---------- Working data
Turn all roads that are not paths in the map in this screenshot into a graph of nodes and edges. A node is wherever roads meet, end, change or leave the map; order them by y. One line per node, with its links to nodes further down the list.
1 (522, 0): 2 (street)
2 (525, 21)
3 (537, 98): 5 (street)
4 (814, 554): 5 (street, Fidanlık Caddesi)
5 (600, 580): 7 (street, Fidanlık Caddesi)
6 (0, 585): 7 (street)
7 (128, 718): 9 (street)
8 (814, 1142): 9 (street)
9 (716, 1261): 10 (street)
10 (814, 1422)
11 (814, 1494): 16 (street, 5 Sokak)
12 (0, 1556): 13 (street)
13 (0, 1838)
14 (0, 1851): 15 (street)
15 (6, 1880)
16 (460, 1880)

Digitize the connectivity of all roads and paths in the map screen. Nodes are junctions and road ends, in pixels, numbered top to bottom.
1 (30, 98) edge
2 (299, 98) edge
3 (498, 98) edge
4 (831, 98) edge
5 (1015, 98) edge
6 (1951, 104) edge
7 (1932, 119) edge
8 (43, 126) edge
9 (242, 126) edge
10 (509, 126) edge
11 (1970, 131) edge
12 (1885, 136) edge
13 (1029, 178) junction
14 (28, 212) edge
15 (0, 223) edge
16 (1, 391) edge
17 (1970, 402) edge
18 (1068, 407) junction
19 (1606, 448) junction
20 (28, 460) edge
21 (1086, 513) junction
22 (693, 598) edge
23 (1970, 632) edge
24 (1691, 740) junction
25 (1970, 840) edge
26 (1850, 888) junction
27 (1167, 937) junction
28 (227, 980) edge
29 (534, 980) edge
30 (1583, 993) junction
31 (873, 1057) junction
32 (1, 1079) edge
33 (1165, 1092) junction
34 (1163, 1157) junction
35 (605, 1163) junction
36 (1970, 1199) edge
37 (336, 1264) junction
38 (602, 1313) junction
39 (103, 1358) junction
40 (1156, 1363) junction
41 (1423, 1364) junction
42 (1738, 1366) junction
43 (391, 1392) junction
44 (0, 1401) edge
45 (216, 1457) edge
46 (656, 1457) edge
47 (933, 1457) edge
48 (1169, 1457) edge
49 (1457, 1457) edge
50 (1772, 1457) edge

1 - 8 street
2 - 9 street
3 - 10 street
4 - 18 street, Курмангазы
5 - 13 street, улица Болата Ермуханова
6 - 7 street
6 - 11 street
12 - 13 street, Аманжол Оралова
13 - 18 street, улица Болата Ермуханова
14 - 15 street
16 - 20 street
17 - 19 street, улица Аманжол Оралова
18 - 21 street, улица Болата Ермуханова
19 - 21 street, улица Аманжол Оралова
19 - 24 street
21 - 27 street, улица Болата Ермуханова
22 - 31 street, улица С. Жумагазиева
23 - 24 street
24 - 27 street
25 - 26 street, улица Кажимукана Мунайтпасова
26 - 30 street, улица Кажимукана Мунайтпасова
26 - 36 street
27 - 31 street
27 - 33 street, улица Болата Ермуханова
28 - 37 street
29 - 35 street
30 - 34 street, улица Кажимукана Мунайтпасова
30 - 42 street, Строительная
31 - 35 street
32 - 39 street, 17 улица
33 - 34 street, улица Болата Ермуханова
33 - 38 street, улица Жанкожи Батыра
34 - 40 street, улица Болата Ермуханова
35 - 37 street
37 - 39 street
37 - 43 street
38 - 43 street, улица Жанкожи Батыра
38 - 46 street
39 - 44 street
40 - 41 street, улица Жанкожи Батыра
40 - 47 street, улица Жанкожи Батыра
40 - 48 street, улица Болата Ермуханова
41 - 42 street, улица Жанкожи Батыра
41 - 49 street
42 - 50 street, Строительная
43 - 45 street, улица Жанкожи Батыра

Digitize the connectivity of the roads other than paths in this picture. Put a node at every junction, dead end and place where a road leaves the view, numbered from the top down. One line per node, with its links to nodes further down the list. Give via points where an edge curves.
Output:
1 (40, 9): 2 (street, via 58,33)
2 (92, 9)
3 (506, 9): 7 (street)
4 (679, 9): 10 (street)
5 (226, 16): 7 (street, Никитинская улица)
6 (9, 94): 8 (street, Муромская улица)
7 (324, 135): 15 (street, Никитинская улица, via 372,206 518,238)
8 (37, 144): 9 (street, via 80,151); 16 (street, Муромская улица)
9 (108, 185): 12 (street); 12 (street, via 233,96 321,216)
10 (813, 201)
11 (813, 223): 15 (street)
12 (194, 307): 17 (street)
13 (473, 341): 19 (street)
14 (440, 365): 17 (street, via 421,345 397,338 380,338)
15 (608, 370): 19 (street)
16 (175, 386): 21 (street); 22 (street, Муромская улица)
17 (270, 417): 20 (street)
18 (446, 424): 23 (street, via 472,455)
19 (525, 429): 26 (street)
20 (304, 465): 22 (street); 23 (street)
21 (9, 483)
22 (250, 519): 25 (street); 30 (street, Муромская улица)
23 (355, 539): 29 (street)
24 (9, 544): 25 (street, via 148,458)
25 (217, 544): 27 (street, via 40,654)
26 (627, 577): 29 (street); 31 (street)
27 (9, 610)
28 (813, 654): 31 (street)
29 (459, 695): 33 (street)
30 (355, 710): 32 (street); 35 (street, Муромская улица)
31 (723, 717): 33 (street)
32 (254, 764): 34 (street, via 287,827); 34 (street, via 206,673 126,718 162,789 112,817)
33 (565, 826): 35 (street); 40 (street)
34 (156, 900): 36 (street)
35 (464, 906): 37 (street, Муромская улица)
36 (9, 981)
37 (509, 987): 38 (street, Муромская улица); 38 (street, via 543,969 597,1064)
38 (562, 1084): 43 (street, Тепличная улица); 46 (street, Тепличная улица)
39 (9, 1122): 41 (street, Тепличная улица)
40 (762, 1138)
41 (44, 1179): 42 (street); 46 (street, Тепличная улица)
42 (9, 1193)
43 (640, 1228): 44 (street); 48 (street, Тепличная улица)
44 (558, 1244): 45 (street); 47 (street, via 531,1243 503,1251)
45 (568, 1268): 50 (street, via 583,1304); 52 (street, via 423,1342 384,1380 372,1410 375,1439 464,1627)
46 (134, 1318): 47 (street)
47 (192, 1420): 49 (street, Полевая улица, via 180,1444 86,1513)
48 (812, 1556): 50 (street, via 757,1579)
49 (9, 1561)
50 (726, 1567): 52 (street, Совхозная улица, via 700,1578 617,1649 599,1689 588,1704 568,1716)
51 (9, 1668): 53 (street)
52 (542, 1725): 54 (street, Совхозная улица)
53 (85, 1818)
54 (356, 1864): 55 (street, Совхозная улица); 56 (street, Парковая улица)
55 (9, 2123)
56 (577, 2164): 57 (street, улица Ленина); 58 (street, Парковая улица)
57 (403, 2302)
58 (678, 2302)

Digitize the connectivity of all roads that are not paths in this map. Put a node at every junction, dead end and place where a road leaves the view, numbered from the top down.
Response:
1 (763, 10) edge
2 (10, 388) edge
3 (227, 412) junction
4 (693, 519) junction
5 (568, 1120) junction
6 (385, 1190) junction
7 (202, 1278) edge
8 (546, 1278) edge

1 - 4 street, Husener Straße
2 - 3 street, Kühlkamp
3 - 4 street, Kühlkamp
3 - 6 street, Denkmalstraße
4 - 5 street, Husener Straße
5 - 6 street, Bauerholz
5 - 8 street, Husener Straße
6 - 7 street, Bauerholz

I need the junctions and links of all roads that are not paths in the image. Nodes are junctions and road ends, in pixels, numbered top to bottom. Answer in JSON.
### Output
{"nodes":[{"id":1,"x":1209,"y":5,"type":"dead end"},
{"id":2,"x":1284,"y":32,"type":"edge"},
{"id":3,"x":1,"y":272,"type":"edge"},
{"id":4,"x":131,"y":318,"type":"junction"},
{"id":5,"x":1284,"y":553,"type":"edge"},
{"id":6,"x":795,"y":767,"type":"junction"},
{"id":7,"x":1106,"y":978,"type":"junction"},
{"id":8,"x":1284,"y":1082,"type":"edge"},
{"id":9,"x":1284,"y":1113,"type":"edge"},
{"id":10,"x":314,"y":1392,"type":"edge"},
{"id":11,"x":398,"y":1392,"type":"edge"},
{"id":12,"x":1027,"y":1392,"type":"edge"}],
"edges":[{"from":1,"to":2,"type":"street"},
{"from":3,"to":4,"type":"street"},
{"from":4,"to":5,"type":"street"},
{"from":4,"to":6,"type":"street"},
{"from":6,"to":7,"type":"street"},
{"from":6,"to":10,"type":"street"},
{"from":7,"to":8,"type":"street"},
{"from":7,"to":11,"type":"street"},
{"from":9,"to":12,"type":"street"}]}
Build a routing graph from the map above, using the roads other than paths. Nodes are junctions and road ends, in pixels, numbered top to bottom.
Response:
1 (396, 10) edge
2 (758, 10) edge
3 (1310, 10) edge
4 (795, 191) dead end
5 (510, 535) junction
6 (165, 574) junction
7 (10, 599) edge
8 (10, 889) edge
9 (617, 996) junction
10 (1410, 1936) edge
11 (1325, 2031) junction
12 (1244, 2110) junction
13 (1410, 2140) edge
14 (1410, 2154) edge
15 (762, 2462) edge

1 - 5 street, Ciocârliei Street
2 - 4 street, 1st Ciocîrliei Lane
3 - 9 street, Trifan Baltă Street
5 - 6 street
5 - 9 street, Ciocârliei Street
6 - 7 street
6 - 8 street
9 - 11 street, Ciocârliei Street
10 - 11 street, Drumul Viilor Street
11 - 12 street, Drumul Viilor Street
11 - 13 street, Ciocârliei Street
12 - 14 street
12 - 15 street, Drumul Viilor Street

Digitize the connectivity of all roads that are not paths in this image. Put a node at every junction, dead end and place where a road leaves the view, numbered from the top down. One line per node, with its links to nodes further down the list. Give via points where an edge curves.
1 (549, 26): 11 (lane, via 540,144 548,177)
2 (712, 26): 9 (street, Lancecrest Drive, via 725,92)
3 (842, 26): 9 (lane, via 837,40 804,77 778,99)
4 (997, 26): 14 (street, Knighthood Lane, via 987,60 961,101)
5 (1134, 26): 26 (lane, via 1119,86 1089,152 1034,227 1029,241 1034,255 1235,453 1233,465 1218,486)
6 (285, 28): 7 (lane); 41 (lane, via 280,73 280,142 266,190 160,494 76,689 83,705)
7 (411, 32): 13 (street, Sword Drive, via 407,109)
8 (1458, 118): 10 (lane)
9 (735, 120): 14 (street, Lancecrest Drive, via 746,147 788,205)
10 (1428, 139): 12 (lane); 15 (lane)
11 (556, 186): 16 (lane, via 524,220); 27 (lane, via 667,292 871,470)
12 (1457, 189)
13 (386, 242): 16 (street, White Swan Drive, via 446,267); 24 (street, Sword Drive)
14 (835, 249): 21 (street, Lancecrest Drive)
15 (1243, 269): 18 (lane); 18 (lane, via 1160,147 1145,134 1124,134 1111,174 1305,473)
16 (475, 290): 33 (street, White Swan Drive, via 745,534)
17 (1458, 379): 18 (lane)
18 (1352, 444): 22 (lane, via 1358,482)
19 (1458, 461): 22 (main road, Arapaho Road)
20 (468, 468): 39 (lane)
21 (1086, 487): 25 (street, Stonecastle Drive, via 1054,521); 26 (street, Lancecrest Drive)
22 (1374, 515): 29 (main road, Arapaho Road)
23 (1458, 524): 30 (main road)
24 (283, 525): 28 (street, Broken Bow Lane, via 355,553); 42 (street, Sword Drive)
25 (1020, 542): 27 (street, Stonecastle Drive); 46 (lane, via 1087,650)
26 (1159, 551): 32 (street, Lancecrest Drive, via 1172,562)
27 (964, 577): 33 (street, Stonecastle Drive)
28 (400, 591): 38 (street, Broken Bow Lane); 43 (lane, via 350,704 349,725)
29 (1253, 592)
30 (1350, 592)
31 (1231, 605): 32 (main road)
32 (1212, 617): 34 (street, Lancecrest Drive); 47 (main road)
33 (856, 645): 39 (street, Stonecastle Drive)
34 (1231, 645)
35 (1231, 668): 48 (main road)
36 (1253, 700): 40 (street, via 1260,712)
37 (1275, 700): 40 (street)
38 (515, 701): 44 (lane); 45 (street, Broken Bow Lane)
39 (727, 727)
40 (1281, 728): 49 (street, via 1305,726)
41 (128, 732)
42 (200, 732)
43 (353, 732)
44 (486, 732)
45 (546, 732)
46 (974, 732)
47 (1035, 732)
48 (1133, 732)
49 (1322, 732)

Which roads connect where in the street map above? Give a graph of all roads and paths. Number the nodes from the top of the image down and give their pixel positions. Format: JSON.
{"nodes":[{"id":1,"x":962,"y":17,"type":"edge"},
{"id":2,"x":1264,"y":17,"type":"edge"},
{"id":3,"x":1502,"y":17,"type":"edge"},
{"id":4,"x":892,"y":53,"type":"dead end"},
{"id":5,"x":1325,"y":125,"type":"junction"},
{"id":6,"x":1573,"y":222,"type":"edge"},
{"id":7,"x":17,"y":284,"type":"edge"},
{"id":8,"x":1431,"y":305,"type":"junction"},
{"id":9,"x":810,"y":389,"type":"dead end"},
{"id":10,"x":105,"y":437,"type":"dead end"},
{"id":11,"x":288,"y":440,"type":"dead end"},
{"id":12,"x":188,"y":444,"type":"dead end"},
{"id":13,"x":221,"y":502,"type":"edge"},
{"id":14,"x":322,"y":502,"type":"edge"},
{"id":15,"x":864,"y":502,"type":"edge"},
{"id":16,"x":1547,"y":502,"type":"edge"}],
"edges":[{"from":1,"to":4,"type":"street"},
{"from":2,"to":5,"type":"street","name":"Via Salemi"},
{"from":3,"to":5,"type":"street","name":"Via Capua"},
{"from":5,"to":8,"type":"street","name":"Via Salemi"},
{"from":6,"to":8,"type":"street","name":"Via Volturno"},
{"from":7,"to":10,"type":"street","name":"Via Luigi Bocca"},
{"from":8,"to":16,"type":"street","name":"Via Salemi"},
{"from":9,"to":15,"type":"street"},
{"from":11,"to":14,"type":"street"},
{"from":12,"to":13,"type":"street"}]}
--------------------
Directions: Across the records above, how many lines does the word "Тепличная" appear on? Reply with the number only.

Output for this task: 4